The answer must be every line from the entries below that includes "nodes".
○ ○ ○ ○ ○
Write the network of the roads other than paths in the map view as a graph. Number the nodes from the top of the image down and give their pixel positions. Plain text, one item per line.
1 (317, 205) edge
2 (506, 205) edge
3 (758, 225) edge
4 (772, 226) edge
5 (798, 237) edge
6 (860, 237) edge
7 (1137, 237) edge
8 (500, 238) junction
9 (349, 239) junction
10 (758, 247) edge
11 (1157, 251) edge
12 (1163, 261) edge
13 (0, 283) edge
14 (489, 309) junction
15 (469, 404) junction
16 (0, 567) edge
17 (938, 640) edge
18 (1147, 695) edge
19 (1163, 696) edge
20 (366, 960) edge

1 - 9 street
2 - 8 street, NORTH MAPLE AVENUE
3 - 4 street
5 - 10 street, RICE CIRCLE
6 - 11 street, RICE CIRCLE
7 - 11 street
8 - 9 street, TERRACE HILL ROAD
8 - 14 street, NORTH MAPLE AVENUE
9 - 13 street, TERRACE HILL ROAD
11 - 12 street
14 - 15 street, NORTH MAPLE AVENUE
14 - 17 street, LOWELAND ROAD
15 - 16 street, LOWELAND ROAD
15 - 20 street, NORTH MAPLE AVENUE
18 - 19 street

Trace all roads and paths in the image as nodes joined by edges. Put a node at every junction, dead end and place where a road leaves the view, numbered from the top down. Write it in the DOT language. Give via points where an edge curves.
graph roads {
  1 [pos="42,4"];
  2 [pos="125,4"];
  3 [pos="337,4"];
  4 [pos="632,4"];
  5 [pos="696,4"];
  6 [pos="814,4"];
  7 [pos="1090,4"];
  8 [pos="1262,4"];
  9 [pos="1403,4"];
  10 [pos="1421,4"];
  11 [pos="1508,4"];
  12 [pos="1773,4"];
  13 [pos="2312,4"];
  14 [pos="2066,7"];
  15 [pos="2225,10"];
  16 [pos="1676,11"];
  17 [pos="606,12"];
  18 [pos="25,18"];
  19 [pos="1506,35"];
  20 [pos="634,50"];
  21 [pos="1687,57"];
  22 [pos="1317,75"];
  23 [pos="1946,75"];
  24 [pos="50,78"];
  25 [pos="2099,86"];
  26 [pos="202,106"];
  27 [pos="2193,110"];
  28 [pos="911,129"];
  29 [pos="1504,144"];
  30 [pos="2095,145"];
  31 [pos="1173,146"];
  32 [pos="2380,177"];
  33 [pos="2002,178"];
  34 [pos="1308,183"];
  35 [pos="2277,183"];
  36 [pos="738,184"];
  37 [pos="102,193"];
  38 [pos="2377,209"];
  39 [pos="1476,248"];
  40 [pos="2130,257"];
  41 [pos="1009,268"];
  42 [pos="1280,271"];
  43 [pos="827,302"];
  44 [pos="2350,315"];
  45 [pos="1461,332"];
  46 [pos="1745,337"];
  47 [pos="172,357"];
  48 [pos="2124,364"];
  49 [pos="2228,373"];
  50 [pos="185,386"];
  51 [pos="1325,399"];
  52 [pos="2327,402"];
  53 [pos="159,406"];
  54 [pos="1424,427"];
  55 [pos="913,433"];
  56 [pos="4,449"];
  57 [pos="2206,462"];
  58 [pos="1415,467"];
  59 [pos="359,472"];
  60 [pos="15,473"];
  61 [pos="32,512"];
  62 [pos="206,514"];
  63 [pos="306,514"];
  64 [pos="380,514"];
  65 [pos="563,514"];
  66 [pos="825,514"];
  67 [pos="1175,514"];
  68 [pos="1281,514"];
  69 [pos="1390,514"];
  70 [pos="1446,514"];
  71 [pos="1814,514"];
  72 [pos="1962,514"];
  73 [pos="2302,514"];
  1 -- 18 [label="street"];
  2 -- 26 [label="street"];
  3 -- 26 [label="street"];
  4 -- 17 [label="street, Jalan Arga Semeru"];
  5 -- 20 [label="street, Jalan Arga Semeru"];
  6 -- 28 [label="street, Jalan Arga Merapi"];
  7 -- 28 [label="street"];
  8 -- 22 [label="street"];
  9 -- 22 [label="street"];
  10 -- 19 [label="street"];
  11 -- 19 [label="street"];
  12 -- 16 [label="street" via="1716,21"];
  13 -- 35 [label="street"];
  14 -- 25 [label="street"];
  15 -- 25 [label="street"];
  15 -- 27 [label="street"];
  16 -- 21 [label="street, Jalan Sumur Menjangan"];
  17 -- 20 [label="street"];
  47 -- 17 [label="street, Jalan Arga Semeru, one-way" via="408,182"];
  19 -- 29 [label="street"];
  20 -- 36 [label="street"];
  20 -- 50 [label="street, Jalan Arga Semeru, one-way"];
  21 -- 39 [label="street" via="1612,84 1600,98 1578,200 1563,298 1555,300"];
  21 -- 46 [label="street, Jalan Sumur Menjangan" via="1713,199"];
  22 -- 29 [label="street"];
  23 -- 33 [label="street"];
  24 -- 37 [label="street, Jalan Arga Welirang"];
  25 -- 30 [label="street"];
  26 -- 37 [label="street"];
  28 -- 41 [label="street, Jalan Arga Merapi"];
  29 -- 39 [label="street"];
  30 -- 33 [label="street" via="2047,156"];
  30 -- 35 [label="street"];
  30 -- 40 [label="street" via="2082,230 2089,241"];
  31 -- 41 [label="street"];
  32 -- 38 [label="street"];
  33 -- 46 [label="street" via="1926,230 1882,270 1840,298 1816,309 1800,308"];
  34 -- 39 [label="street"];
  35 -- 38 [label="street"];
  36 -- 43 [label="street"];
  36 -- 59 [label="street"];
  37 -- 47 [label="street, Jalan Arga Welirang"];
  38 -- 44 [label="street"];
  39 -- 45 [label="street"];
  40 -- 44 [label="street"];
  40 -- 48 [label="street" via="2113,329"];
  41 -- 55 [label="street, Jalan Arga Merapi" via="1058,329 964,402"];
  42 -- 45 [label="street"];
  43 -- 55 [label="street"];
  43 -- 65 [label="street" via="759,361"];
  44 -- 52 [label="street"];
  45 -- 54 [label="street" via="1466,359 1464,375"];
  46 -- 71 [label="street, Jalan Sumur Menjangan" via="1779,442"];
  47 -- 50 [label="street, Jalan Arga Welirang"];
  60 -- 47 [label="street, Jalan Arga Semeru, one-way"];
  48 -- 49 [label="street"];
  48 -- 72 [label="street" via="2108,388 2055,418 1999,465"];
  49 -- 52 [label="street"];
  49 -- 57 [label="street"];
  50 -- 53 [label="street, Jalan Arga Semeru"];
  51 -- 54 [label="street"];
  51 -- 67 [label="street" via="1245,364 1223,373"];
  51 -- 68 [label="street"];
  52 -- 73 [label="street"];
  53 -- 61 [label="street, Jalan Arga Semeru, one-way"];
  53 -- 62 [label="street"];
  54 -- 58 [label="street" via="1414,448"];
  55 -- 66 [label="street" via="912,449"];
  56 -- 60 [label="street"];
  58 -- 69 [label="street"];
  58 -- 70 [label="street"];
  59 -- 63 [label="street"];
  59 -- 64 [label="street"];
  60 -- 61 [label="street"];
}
○ ○ ○ ○ ○
WRITTEN REPLY →
Write the network of the roads other than paths in the map view as a graph. Number the nodes from the top of the image down and give their pixel positions. Plain text, one item per line.
Trace all roads and paths in the image as nodes joined by edges. Put a node at every junction, dead end and place where a road leaves the view, numbered from the top down. Write it in the DOT language. Give via points where an edge curves.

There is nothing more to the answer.